> [Task statement]
The data below should be copied out exactly, with its pictures omitted.

--*--

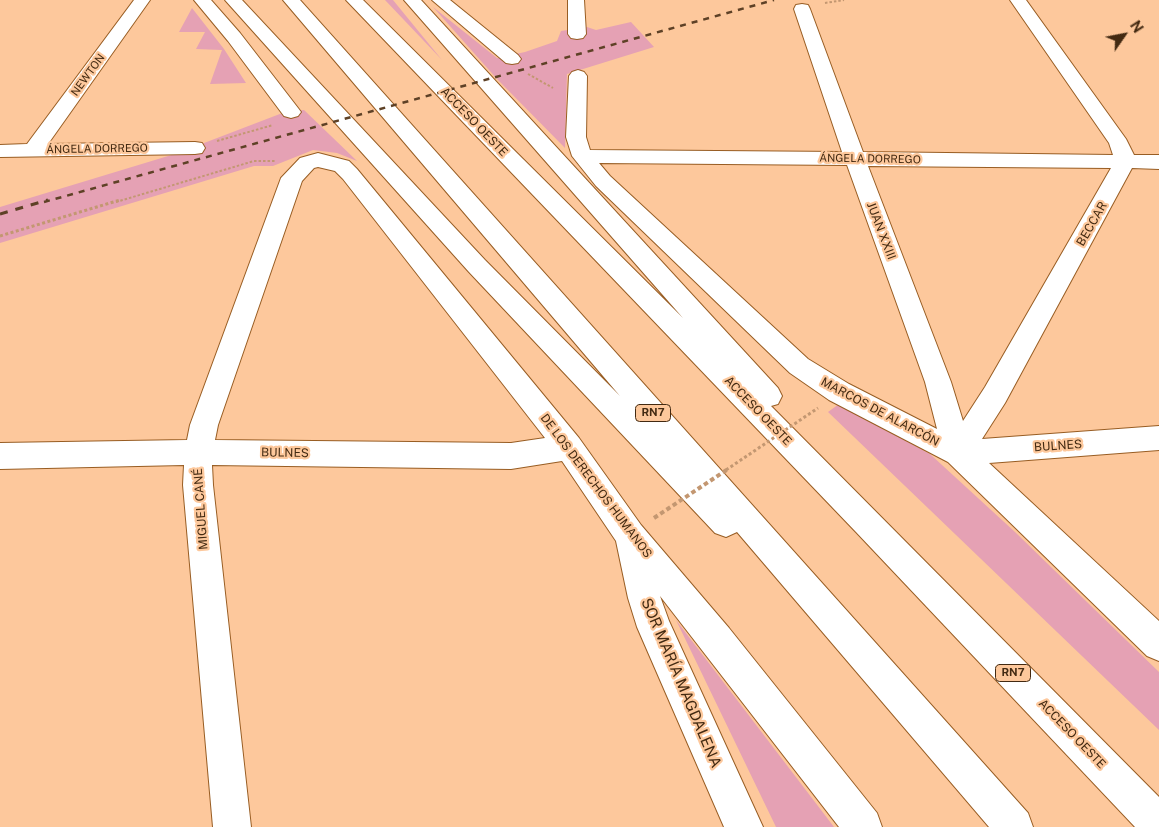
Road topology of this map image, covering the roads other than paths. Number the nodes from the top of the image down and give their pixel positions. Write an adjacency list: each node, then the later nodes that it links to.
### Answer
1 (142, 0): 16 (main road, NEWTON)
2 (202, 0): 14 (main road)
3 (233, 0): 30 (main road)
4 (291, 0): 30 (main road, RN7)
5 (354, 0): 28 (main road, ACCESO OESTE / RN7)
6 (412, 0): 28 (main road)
7 (440, 0): 12 (main road)
8 (576, 0): 11 (main road)
9 (1018, 0): 21 (main road)
10 (810, 4): 19 (main road, JUAN XXIII)
11 (577, 34)
12 (512, 59)
13 (578, 84): 18 (main road)
14 (291, 112)
15 (195, 148): 16 (main road, ÁNGELA DORREGO)
16 (33, 150): 17 (main road, ÁNGELA DORREGO)
17 (0, 151)
18 (582, 156): 19 (main road, ÁNGELA DORREGO); 26 (main road, MARCOS DE ALARCÓN)
19 (855, 159): 21 (main road, ÁNGELA DORREGO); 26 (main road, JUAN XXIII)
20 (318, 160): 24 (main road, DE LOS DERECHOS HUMANOS); 25 (main road, MIGUEL CANÉ)
21 (1125, 162): 22 (main road, ÁNGELA DORREGO); 26 (main road, BECCAR)
22 (1159, 162)
23 (1159, 438): 26 (main road, BULNES)
24 (568, 447): 25 (main road, BULNES); 29 (main road, DE LOS DERECHOS HUMANOS)
25 (198, 452): 27 (main road, BULNES); 33 (main road, MIGUEL CANÉ)
26 (958, 453): 31 (main road, MARCOS DE ALARCÓN)
27 (0, 456)
28 (867, 522): 32 (main road, ACCESO OESTE / RN7)
29 (642, 526): 34 (main road, SOR MARÍA MAGDALENA); 35 (main road, DE LOS DERECHOS HUMANOS)
30 (796, 576): 36 (main road, RN7)
31 (1159, 644)
32 (1159, 824)
33 (232, 827)
34 (744, 827)
35 (863, 827)
36 (1014, 827)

--*--

> [Your solution]
Road topology of this map image, covering the roads other than paths. Number the nodes from the top of the image down and give their pixel positions. Write an adjacency list: each node, then the later nodes that it links to.
### Answer
1 (142, 0): 16 (main road, NEWTON)
2 (202, 0): 14 (main road)
3 (233, 0): 30 (main road)
4 (291, 0): 30 (main road, RN7)
5 (354, 0): 28 (main road, ACCESO OESTE / RN7)
6 (412, 0): 28 (main road)
7 (440, 0): 12 (main road)
8 (576, 0): 11 (main road)
9 (1018, 0): 21 (main road)
10 (810, 4): 19 (main road, JUAN XXIII)
11 (577, 34)
12 (512, 59)
13 (578, 84): 18 (main road)
14 (291, 112)
15 (195, 148): 16 (main road, ÁNGELA DORREGO)
16 (33, 150): 17 (main road, ÁNGELA DORREGO)
17 (0, 151)
18 (582, 156): 19 (main road, ÁNGELA DORREGO); 26 (main road, MARCOS DE ALARCÓN)
19 (855, 159): 21 (main road, ÁNGELA DORREGO); 26 (main road, JUAN XXIII)
20 (318, 160): 24 (main road, DE LOS DERECHOS HUMANOS); 25 (main road, MIGUEL CANÉ)
21 (1125, 162): 22 (main road, ÁNGELA DORREGO); 26 (main road, BECCAR)
22 (1159, 162)
23 (1159, 438): 26 (main road, BULNES)
24 (568, 447): 25 (main road, BULNES); 29 (main road, DE LOS DERECHOS HUMANOS)
25 (198, 452): 27 (main road, BULNES); 33 (main road, MIGUEL CANÉ)
26 (958, 453): 31 (main road, MARCOS DE ALARCÓN)
27 (0, 456)
28 (867, 522): 32 (main road, ACCESO OESTE / RN7)
29 (642, 526): 34 (main road, SOR MARÍA MAGDALENA); 35 (main road, DE LOS DERECHOS HUMANOS)
30 (796, 576): 36 (main road, RN7)
31 (1159, 644)
32 (1159, 824)
33 (232, 827)
34 (744, 827)
35 (863, 827)
36 (1014, 827)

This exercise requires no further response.